The San Francisco Marathon course takes you on a counterclockwise 26.2 miles long tour along the Embarcadero of San Francisco, across the Golden Gate Bridge to Marin County, back to the Presidio and Golden Gate Park, to Haight Ashbury, the Mission, Potrero Hill, Dogpatch, and the finish line. Right at the start of Mile 1 of the 2024 San Francisco Marathon, you’ll run along the Embarcadero, a part of the city that used to be underwater.

Written by the San Francisco Marathon Ambassador Scott Benbow

The San Francisco Marathon’s course is both challenging and beautiful. In this guide series, you will learn about what to look for while you run through the streets of our gorgeous city.

While you rest up for the race, your family and friends may be interested in touring the city. Therefore, future installments of this guide will also offer recommendations for places to visit. This guide includes details about everything from top sights to topography and from natural wonders to fascinating history. San Francisco is a great destination for everyone from urban lovers to nature goers and we hope you’ll love it as much as we do.

Mile 1 Stats

Neighborhood: The Embarcadero/Financial District

Elevation Change: Start at 26’ and ends at 11’ (no significant peaks or valleys)

Stations (water/food/toilet): none

Best Spot for Family/Support: Ferry Building (Pier 23 Restaurant/Bar post-race)

While this guide will mention some of the challenges facing each runner on the course, the primary purpose is to give you an introduction to this city of astonishing beauty.

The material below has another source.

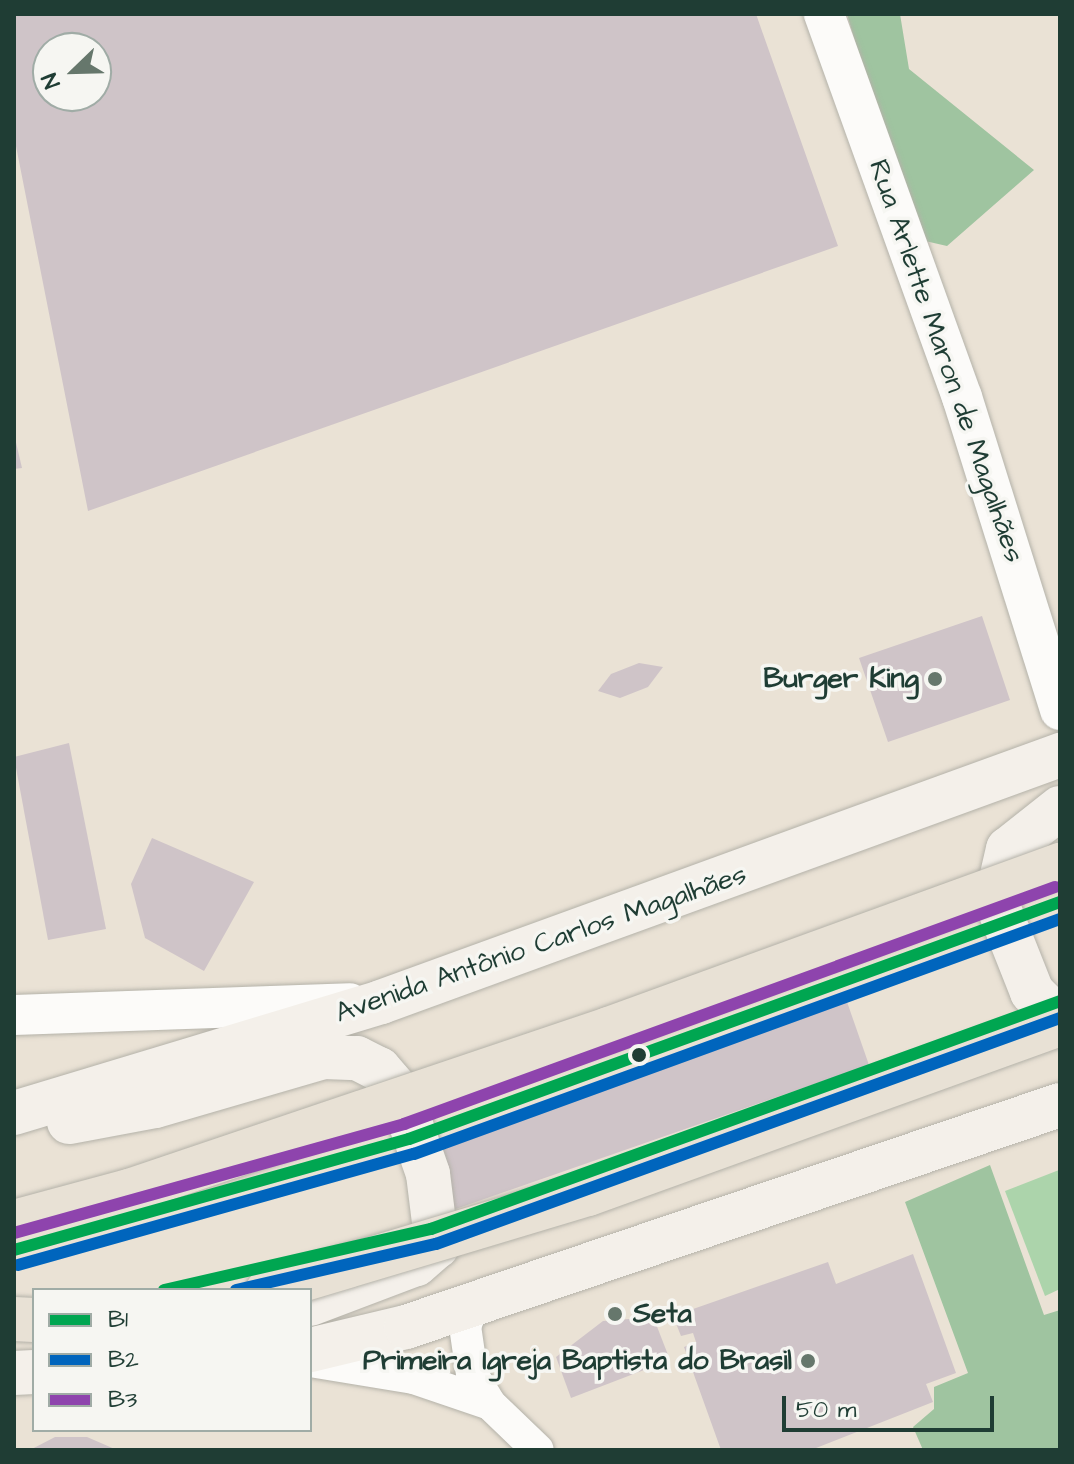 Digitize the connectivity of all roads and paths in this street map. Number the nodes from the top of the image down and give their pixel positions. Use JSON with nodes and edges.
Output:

A map of the 2024 San Francisco Marathon course, including Mile 1 and the Embarcadero

Download the 2024 Course and Elevation Map

Start to Mile 1: The Embarcadero

As you stand in your corral waiting to start the San Francisco Marathon, you’ll notice at least two things. First, it’s early. The Marathon starts before dawn so traffic disruptions, especially on the Golden Gate Bridge, are kept to a minimum.

The second thing you’ll notice is that the Embarcadero, where the race begins (and ends) is very flat. It’s the opposite of what a new visitor to the notoriously hilly city of San Francisco would expect.

How Did the Embarcadero Come to Be?

In the early 1800s, the land you’re running your first mile on was underwater. For the first few miles of the race, you will not encounter a single hill because this part of the Embarcadero is built on landfill. It used to be marshland. The 1849 Gold Rush changed that.

So singularly focused were the gold prospectors that many of them simply left their ships in San Francisco Bay. Over 1,000 ships from around the world were abandoned in this area. Initially, some were used for hotels and other temporary housing. Others were used as makeshift stores and bars.

A Map of The Buried Ships of Yerba Buena Cove (The Embarcadero) by Michael Warner et al., 2017(San Francisco Maritime National Historical Park, National Park Service)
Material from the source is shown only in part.